The histogram of the impact of train number in Figure 9 shows that when the sample number is 500 and the action type is 60, the accuracy of action recognition increases with the increase in the train number. When the train number is 10, the degree of TOP1 accuracy is 60.76% and the degree of TOP5 accuracy is 89.78%; when the train number is 20, the degree of TOP1 accuracy is 71.30%, and the degree of TOP5 accuracy is 93.62%; when the train number is 40, the degree of TOP1 accuracy is 72.89%, and the degree of TOP5 accuracy is 94.21%; when the train number is 60, the degree of TOP1 accuracy is 77.05%, and the degree of TOP5 accuracy is 95.17%; when the train number is 80, the degree of TOP1 accuracy is 74.94%, and the degree of TOP5 accuracy is 94.60%. It can be seen that the degree of TOP1 accuracy increases as the train number increases, but the increase is not significant, and it can be determined that the train number is not a key factor affecting the maximization of accuracy.

In order to verify the reliability and feasibility of the whole VR interaction system, this paper conducts experimental verification by three indices: action type, sample number, and train number. Taking the whole VR interaction system based on action evaluation as the experimental object, tested the actions performed by the experimenter in the laboratory and determined the feasibility of Vectorized Spatio-temporal Graph Convolutional for VR action evaluation method by recording the recognition accuracy of VR interaction operations under different training states, and as seen by the experimental results, when the number of samples is greater than or equal to 500 and the number of training times is greater than or equal to 80, the accuracy of all the actions tested exceeds 70%, which illustrates the reliability of the hand action recognition of the model proposed in this paper. However, there is a large difference in the accuracy rate between different actions, and the recognition accuracy is better for the actions with larger amplitude and left-right expansion, while the recognition accuracy is worse for the actions with smaller amplitude and front-back expansion, and the speed and frequency are not easy to be too fast when switching between different actions; otherwise, it may easily lead to possible misoperation or reduce the accuracy of command operation.

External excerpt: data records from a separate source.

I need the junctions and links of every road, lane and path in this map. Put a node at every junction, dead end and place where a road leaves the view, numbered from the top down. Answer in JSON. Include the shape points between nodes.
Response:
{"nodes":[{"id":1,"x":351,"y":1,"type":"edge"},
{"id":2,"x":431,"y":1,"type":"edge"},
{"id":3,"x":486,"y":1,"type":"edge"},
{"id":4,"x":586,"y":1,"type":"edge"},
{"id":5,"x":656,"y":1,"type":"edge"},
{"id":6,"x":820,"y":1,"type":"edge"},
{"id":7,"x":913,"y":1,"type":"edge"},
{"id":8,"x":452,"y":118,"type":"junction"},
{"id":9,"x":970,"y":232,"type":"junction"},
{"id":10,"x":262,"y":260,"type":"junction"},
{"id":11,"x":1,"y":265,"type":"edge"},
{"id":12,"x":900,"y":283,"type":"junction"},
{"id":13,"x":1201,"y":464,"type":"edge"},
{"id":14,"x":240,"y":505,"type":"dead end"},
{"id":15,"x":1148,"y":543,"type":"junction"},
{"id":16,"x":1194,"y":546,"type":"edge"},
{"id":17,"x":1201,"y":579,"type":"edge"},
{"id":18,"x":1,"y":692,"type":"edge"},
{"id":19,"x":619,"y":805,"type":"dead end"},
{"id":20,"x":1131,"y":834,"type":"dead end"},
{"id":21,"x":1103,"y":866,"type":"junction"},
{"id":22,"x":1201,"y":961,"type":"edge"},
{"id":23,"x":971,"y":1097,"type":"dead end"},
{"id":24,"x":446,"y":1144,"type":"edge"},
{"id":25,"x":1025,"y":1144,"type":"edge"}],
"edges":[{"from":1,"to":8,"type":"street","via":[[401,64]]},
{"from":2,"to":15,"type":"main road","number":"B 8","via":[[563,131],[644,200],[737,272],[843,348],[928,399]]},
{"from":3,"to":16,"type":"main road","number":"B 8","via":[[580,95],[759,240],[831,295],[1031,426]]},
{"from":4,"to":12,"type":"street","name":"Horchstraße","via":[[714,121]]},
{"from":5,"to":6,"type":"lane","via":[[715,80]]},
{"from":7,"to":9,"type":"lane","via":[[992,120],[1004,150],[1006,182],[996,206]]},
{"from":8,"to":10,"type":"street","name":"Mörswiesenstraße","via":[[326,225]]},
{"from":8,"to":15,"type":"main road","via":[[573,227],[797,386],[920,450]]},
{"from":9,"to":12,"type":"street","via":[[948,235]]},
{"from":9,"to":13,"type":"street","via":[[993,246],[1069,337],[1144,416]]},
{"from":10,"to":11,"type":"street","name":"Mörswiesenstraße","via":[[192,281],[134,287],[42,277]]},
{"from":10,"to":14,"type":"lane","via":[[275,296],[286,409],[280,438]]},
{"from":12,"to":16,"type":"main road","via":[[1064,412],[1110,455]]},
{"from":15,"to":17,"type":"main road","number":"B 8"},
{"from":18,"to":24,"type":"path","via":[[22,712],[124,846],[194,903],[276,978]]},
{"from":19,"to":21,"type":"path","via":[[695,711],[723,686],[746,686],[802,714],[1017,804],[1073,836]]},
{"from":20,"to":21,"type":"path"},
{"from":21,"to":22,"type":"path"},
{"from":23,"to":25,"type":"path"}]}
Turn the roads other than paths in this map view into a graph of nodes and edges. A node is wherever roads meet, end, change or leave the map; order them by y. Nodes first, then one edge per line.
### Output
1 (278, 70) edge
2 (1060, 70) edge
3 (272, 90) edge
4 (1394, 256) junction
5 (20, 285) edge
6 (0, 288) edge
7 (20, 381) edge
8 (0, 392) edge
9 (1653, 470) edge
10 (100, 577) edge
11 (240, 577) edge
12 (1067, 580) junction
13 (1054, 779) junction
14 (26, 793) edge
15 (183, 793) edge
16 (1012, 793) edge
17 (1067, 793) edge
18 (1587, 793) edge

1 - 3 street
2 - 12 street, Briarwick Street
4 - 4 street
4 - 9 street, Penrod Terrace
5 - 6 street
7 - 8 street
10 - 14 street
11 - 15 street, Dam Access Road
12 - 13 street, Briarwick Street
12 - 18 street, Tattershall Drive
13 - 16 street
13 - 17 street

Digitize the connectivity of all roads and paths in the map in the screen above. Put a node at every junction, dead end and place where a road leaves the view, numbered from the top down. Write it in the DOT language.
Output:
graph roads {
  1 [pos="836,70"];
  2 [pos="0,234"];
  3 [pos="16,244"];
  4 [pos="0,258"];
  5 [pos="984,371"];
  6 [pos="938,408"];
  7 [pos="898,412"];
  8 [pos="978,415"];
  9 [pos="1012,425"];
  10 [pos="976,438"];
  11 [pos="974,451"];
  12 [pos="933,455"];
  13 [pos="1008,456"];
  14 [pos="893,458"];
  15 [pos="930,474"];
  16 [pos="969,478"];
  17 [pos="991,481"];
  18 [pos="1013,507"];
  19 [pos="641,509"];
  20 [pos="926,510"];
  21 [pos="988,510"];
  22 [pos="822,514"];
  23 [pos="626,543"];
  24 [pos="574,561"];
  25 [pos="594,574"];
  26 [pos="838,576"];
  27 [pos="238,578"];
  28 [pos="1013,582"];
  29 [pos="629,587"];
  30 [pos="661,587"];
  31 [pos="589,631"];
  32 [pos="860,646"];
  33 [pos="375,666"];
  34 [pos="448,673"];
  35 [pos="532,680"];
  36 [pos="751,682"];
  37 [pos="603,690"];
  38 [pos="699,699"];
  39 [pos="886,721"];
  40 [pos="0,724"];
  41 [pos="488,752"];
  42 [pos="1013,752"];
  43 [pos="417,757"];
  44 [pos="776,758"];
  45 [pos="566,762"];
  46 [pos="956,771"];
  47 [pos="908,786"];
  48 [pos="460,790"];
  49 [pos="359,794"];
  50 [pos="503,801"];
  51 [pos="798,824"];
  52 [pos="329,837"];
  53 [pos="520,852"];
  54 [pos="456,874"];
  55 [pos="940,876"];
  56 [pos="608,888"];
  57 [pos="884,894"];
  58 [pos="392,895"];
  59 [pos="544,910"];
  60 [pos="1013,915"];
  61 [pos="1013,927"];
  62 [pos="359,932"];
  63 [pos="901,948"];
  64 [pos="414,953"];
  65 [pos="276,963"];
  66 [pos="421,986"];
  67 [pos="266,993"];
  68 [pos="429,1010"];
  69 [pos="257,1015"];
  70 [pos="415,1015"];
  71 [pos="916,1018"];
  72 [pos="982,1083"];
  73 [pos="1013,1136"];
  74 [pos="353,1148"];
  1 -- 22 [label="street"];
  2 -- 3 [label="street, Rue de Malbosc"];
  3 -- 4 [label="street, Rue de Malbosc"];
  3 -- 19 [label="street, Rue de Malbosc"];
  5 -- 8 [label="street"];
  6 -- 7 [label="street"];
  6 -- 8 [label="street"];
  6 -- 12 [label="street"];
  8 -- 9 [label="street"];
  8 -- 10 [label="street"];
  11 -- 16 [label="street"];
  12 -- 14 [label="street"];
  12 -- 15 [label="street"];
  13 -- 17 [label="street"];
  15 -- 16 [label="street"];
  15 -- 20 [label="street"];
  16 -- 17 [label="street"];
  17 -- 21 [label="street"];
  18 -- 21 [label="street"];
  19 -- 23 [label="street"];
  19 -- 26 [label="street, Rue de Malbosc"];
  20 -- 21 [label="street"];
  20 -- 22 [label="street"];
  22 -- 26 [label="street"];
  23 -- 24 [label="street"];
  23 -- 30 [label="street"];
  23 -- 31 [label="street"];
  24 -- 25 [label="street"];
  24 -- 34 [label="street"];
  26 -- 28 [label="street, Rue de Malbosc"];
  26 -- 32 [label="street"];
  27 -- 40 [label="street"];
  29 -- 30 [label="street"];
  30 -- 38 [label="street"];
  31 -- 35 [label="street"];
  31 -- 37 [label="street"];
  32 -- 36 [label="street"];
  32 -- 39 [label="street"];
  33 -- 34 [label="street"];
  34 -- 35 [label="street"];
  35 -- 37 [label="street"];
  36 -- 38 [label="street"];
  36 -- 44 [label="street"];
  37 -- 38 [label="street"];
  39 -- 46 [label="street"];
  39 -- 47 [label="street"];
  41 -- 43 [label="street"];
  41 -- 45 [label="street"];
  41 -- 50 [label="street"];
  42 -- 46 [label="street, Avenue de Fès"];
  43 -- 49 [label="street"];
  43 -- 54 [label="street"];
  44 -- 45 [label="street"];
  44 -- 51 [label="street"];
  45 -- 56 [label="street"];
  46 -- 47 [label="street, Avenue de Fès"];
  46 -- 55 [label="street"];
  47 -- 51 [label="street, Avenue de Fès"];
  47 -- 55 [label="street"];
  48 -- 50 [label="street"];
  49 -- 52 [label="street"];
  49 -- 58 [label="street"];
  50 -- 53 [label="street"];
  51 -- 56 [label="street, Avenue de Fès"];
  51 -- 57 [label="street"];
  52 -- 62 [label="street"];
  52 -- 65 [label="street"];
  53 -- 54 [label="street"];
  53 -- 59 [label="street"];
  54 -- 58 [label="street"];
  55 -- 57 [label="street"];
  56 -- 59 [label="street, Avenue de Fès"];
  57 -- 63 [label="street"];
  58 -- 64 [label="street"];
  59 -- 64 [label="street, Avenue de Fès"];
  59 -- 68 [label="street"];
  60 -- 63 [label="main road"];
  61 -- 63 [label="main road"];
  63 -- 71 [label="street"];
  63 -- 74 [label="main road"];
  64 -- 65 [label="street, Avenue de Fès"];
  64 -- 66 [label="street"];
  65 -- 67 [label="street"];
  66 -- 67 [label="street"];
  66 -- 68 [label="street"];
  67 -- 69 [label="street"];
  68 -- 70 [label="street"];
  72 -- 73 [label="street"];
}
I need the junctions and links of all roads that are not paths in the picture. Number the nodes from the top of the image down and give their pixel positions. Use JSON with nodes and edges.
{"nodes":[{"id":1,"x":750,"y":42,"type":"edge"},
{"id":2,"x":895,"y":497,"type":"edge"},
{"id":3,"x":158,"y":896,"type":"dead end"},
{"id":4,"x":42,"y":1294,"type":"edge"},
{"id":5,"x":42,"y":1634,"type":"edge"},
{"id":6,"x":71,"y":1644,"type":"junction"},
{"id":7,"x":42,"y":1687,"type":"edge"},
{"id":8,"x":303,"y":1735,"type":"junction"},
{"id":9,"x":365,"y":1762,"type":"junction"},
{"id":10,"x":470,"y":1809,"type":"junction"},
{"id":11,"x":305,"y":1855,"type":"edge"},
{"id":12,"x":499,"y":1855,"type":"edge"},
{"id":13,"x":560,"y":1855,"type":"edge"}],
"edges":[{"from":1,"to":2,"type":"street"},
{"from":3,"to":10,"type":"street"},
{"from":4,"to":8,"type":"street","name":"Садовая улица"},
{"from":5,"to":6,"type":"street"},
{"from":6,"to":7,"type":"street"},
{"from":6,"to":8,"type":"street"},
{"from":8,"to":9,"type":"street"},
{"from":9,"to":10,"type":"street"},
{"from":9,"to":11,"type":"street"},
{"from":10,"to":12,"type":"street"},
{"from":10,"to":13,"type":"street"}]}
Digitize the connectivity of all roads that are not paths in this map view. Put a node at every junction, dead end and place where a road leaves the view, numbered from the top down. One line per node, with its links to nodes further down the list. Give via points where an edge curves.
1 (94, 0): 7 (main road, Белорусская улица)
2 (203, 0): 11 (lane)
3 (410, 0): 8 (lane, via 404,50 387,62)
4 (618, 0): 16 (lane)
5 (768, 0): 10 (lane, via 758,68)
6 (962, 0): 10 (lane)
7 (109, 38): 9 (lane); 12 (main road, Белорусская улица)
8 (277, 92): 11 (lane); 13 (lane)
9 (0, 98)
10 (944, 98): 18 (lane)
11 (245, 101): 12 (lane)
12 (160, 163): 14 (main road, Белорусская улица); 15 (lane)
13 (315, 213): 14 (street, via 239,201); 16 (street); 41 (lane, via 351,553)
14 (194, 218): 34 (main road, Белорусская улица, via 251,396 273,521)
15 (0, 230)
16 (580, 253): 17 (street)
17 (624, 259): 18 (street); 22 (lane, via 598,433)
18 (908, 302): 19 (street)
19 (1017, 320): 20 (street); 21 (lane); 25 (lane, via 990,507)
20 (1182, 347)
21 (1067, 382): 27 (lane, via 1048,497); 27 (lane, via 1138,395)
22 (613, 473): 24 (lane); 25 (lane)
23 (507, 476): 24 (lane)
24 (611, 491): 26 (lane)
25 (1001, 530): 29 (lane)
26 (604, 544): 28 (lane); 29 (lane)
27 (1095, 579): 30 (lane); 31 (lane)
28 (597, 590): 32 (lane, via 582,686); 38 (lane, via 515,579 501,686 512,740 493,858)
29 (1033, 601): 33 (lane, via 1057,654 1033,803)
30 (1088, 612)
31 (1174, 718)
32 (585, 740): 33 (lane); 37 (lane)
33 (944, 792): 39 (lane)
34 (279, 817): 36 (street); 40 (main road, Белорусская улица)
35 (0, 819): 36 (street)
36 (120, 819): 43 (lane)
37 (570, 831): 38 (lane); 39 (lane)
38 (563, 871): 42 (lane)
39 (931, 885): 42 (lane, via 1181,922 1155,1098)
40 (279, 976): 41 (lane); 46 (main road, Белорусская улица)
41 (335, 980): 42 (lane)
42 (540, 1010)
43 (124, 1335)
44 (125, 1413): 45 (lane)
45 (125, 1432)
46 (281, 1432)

On the whole, the most critical factor for maximizing the value of $P\left(x\right)$ is the sample number of each action type.

5. Conclusions

In view of the less research on hand actions evaluation using glove data in the existing power grid virtual environment, a vector graph convolution depth learning model is proposed for action evaluation. The spatio-temporal map of hand movement integrates the temporal and spatial information in the process of hand movement change and improves the integrity of features. Different partition strategies are designed for graph convolution, and experiments are carried out to verify the superiority of the model. Through the experimental contents and relevant data results mentioned in the article, the spatio-temporal convolution depth learning model can train and evaluate the data collected from the relevant actions of the data glove and integrated into the NTU RGB + D dataset and has good results in testing the accuracy. Therefore, spatio-temporal convolution map neural network can be applied to hand recognition in a virtual environment.